**** Data extract ****

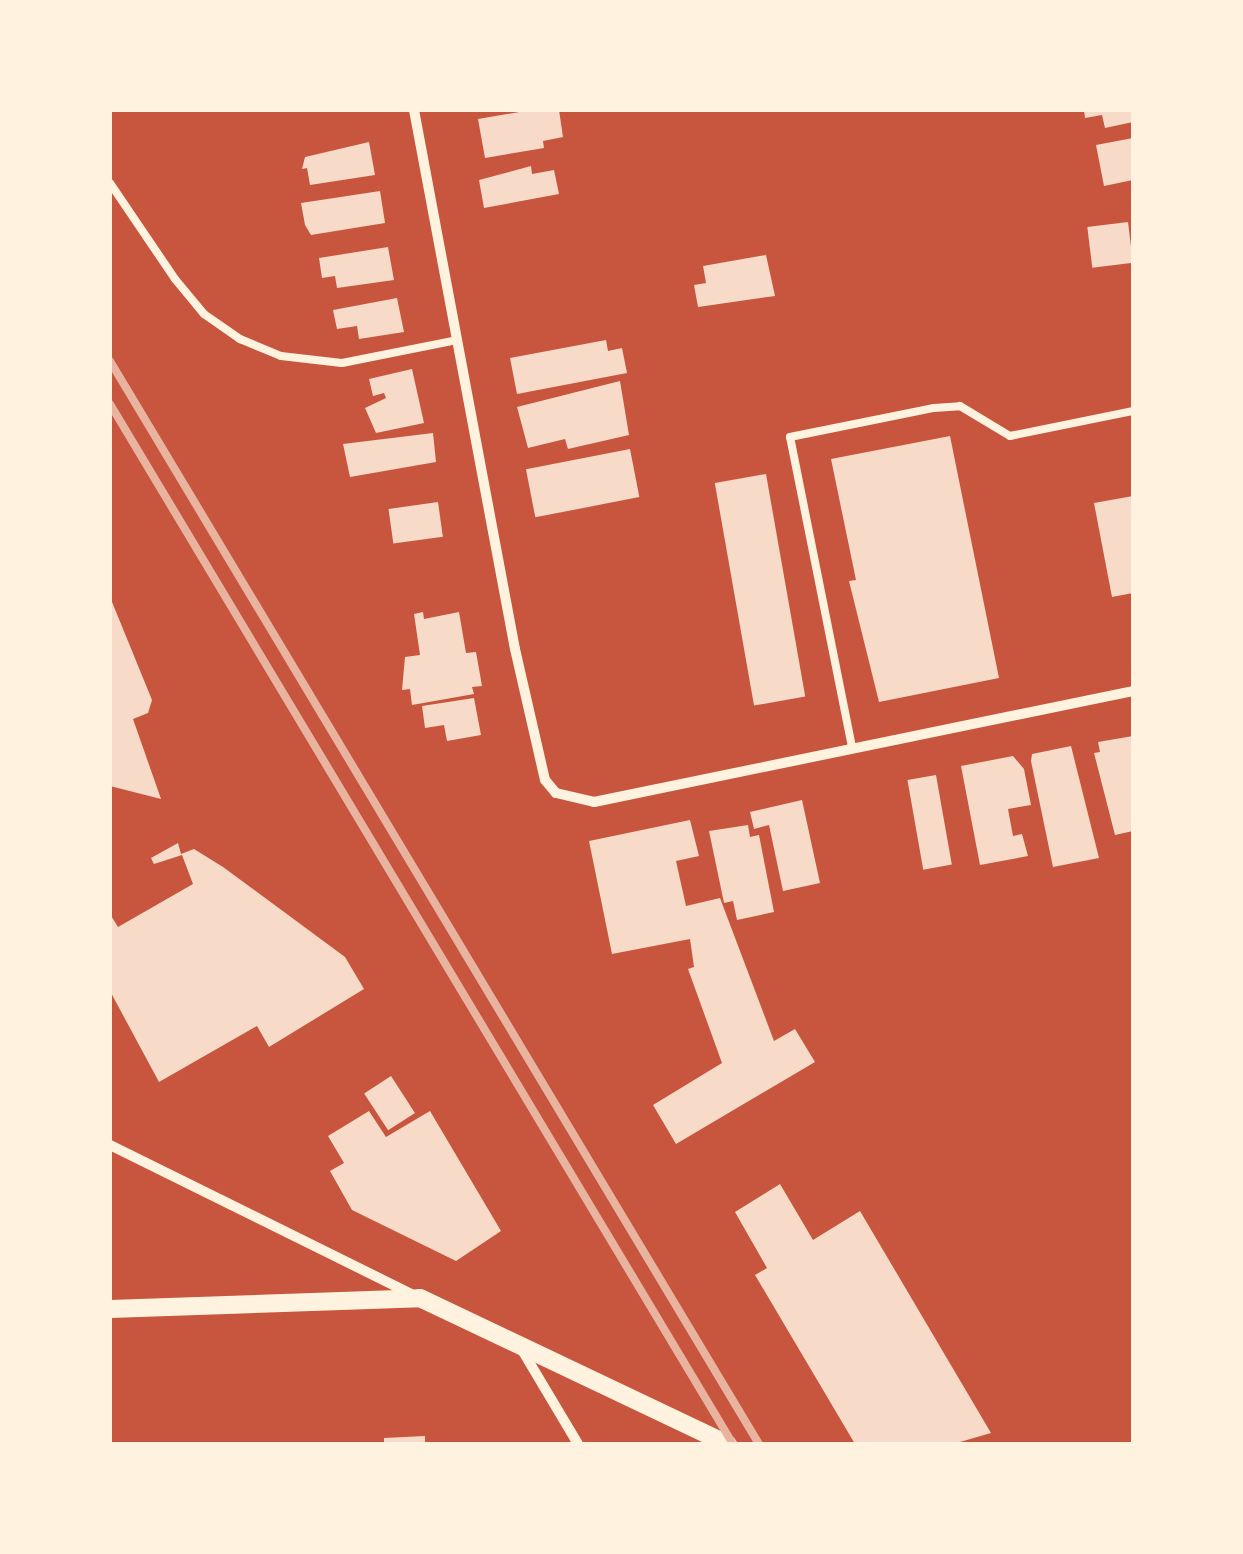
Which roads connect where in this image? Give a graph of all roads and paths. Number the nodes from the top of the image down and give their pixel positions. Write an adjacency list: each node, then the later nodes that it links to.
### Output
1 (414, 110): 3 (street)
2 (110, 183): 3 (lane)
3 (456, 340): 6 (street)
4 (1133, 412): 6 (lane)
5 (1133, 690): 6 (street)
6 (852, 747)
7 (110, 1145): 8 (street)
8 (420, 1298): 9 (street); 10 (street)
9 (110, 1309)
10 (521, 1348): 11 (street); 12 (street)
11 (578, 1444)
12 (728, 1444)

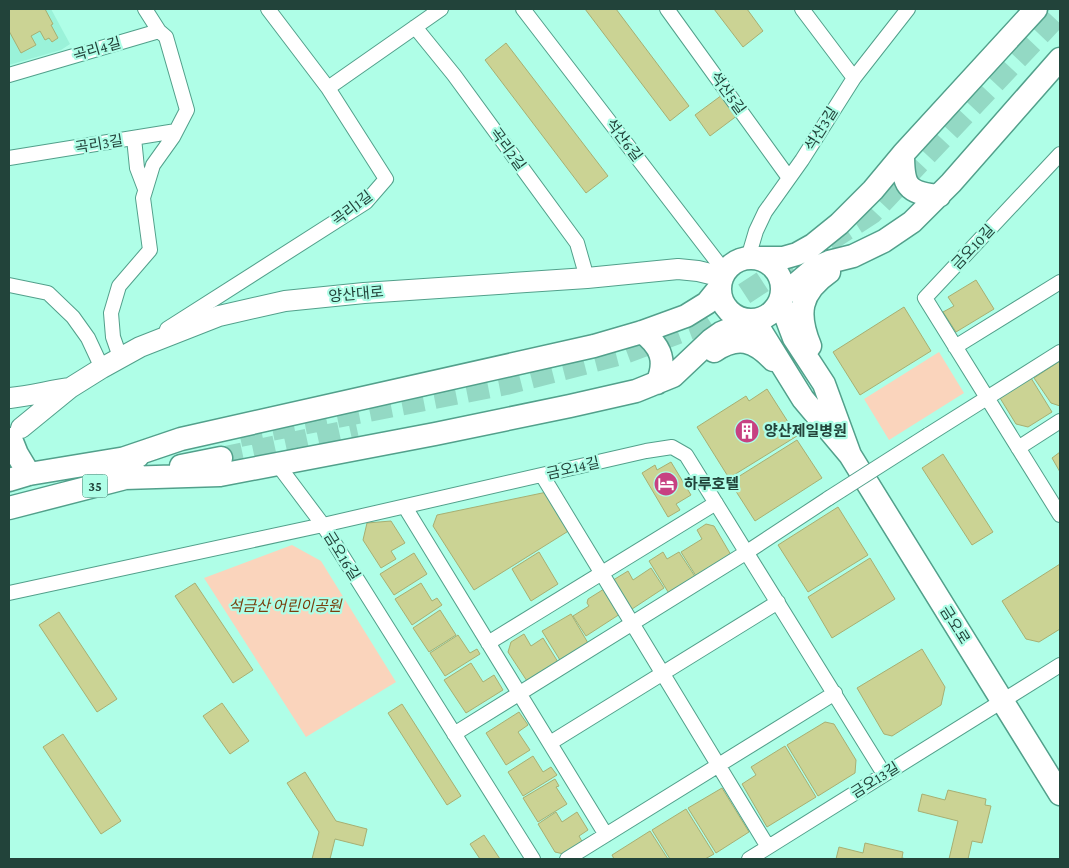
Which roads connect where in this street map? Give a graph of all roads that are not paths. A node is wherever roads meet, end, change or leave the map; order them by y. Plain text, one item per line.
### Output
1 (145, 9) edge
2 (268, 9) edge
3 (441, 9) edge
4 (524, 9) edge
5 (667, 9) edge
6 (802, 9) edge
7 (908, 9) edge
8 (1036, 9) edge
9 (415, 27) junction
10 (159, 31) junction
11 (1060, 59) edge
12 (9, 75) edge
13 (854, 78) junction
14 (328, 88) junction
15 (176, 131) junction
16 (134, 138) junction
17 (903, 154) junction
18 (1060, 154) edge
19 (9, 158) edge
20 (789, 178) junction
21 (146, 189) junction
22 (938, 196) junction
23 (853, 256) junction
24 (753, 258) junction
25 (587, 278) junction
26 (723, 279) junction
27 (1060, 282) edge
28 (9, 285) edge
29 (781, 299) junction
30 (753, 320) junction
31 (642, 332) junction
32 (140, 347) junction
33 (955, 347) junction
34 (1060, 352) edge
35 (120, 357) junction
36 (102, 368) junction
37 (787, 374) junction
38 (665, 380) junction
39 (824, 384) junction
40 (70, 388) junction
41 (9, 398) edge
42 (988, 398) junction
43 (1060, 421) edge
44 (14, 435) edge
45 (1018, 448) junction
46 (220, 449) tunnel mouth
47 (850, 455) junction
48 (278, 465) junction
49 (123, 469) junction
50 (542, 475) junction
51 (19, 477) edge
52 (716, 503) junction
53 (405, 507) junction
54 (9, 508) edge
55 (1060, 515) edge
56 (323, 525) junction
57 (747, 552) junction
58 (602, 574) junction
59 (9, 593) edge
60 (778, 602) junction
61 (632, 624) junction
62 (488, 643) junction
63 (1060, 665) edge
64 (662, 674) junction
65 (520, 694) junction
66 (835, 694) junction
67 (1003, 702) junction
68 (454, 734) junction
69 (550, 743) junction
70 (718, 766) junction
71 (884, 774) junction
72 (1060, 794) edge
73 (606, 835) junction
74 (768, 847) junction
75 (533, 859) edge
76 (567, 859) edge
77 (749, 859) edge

****

• _Your instructions_: Go through the entries and return each line where the word "node" occurs.

• _Output below_:
Which roads connect where in this image? Give a graph of all roads and paths. Number the nodes from the top of the image down and give their pixel positions. Write an adjacency list: each node, then the later nodes that it links to.
Which roads connect where in this street map? Give a graph of all roads that are not paths. A node is wherever roads meet, end, change or leave the map; order them by y. Plain text, one item per line.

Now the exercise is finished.